Roman Catholics in Pennsylvania are bracing for the release of a special grand jury report that is expected to show hundreds of predator priest preyed on children and youths for decades in numerous parishes with the knowledge of bishops in six dioceses who looked the other way or sought to cover up the sexual abuse. The report will likely hit like the bombshell that ignited in Boston in 2002 and will reflect a pattern seen across the globe in diocese after diocese in country after country.  As a preemptive measure, the current bishop of Harrisburg has order the names of former bishops removed form church building.  Yet the same bishop worked to prevent the reports release and to block any extension of the statute of imitations for victims to bring lawsuits against abusers and/or the church.  Sadly, its the typical crocodile tears so prevalent up and down the Church hierarchy.  Here are highlights from the New York Times on the coming revelation:
Anticipating the release of a Pennsylvania grand jury report exposing decades of mishandled sexual abuse cases in the Roman Catholic Church, the bishop of Harrisburg on Wednesday ordered that the names of former bishops dating to the 1940s be stripped from church buildings.
This was the first time a bishop has conducted such a sweeping purge of his predecessors’ legacies, although the names of individual bishops and priests involved in sexual abuse scandals have been excised from church buildings in other dioceses.
Harrisburg is among six dioceses in a heavily Catholic region of Pennsylvania that are bracing for the release of what is expected to be a devastating grand jury report exposing more than 300 priests accused of sexual abuse over seven decades, as well as the bishops who failed to remove them from the ministry. The Harrisburg and Greensburg dioceses had tried last year to end the grand jury’s investigation, according to court records reported by The Pittsburgh Post-Gazette.

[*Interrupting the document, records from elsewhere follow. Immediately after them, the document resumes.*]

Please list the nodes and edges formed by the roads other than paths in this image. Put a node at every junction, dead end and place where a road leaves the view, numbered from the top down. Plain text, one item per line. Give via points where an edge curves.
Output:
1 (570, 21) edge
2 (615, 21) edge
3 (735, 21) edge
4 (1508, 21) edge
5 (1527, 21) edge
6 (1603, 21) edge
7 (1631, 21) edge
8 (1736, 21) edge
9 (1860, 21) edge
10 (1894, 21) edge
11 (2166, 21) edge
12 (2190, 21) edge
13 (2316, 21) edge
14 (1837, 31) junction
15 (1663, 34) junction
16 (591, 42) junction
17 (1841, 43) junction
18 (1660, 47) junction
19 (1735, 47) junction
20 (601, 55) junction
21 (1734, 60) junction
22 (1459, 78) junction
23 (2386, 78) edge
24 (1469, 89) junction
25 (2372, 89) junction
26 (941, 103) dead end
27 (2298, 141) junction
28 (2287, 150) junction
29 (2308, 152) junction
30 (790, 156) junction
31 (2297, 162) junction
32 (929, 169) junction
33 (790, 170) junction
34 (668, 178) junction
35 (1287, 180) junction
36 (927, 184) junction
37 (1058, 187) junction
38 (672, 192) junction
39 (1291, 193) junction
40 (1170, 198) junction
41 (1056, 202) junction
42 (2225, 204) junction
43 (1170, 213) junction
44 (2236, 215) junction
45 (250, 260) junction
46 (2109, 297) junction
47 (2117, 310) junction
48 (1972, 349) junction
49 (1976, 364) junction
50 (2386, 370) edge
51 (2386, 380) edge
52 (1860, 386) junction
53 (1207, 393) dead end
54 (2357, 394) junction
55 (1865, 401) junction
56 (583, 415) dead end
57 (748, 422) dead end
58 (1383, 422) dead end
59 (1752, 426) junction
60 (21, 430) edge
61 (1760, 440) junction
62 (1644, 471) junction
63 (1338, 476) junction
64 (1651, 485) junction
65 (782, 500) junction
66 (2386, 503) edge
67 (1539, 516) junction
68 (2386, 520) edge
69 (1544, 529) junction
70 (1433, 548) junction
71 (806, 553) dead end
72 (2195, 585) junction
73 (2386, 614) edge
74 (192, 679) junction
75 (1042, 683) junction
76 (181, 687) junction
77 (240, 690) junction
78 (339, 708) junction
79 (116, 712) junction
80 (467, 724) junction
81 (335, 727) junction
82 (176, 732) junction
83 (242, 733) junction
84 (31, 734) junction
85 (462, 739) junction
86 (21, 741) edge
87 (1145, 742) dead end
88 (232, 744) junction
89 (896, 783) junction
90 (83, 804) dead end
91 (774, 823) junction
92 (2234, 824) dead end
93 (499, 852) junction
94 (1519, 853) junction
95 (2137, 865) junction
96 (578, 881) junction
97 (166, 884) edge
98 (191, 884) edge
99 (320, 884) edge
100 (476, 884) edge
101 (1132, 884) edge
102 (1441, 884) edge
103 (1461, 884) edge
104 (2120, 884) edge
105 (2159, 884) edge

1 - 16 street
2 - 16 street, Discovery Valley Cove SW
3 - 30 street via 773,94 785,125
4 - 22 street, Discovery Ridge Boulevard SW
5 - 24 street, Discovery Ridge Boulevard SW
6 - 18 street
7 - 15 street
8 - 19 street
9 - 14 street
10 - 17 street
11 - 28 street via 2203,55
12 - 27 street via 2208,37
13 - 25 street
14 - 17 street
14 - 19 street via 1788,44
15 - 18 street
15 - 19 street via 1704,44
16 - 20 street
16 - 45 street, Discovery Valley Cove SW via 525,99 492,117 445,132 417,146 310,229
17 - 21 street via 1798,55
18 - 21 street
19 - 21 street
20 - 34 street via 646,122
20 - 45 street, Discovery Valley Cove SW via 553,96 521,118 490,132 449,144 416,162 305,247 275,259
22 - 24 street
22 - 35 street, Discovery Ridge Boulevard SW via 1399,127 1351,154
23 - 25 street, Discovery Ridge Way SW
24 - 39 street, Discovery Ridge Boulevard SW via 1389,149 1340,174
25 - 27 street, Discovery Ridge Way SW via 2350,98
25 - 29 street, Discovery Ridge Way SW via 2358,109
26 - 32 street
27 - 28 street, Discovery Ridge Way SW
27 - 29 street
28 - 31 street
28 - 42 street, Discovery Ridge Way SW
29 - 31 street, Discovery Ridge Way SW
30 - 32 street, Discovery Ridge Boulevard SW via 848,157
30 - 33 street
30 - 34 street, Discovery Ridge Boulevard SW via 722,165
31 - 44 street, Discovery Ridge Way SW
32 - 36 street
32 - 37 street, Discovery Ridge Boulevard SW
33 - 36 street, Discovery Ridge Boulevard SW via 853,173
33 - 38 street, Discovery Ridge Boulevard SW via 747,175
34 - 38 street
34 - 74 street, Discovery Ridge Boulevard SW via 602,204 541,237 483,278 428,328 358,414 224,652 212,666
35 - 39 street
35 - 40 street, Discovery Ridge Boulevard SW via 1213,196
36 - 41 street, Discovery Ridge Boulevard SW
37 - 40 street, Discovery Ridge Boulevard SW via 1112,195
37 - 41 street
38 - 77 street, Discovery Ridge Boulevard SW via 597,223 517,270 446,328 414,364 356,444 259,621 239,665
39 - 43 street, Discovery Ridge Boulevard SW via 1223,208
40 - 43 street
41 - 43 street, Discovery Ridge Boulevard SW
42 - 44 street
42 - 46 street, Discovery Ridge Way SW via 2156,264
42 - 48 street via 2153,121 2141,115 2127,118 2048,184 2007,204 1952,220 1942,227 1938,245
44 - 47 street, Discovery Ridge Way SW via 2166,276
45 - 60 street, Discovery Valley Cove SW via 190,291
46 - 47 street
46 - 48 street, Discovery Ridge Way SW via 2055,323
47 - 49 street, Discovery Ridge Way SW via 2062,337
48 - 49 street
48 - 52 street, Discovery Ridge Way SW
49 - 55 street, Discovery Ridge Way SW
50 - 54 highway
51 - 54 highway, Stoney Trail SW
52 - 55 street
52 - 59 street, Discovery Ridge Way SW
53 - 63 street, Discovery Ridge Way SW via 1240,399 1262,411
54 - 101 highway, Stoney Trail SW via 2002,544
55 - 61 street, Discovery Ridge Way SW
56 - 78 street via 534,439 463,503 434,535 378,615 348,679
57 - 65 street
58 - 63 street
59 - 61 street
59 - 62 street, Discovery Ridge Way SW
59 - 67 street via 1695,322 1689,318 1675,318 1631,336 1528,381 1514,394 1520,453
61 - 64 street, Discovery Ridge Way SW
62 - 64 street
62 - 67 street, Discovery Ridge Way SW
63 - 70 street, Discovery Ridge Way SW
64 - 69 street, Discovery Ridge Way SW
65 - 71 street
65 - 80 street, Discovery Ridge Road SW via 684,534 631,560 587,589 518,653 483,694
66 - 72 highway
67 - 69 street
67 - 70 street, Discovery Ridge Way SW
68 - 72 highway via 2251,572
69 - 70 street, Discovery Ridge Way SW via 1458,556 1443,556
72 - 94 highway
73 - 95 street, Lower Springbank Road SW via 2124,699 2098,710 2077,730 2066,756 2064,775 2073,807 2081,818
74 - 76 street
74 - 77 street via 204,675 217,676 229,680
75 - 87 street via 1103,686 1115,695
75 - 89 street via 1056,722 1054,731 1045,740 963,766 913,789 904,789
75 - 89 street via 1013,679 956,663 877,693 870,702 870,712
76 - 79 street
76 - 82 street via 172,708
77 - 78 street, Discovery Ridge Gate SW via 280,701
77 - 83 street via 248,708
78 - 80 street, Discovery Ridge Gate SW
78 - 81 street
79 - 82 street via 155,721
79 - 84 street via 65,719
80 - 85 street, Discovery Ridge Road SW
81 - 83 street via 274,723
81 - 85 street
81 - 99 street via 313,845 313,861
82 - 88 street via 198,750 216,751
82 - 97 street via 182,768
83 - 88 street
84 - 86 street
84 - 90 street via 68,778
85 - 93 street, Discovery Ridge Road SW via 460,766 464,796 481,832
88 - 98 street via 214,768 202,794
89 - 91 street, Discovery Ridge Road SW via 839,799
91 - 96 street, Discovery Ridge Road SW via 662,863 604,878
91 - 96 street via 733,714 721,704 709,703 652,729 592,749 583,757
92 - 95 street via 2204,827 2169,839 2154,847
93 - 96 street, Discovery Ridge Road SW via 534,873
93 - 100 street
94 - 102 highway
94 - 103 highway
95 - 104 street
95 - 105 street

The bishop of Harrisburg, Ronald W. Gainer, also published on Wednesday a list of 71 clergy members, seminarians and church personnel accused of sexual abuse of children since the 1940s and said their names would be removed from church buildings, schools and halls. The move comes as Catholics in the United States have been reeling from a new wave of accusations that have brought down an American cardinal and revealed possible cover-ups at the church’s highest levels. Church officials knew for decades about allegations that the former cardinal, Theodore McCarrick, had sexually molested young men training to be priests in New Jersey, but they failed to take action.
With outraged Catholics calling for a Vatican investigation into Archbishop McCarrick, the president of the United States bishops’ conference, Cardinal Daniel N. DiNardo, the archbishop of Galveston-Houston, released a statement on Wednesday saying that the accusations “reveal a grievous moral failure within the church.”
Archbishop McCarrick, who is 88, resigned from the College of Cardinals last week after an additional report that for years he had sexually abused a boy he had known ever since baptizing him as a baby. The archbishop, a globally known figure who had led the Washington archdiocese, is set to face a church trial. The church, however, has a powerful pull in the statehouse in Harrisburg and has successfully fought off efforts by abuse victims and their advocates to expand the statute of limitations, which would give victims a longer period in which to bring civil or criminal cases. Bishop Gainer is the president of the Pennsylvania Catholic Conference, the church’s statewide public policy arm, which has lobbied state lawmakers against expanding the statute of limitations. The Harrisburg diocese does not know how many places will have the names of bishops or priests removed, a spokesman, Joe Aponick, said. Many parishes have buildings or rooms named after accused priests, he said, and a conference center and a retirement residence for priests are named after former bishops.  With his blanket decree, Bishop Gainer did not say how many of his predecessors had been negligent in handling abuse.
Joe Grace, a spokesman for the state attorney general, Josh Shapiro, called the release of the names of accused perpetrators “long past due.” He said that the Harrisburg diocese had previously pushed to end the grand jury investigation. . . . “Their proclamations today only come after intense public pressure and in the face of the imminent release of the grand jury report exposing decades of child abuse and cover-up,” Mr. Grace said. The grand jury report has been ready for many weeks, but its release was delayed by objections from people who are said to be identified in it. The state Supreme Court decided recently to allow the release of a redacted version of the report. It will cover the dioceses of Allentown, Erie, Greensburg, Harrisburg, Pittsburgh and Scranton. Another grand jury report, released in 2016, cataloged the scope of abuse in one small Pennsylvania diocese, that of Altoona-Johnstown, and found that bishops there had failed to notify the police or remove abusers from ministry.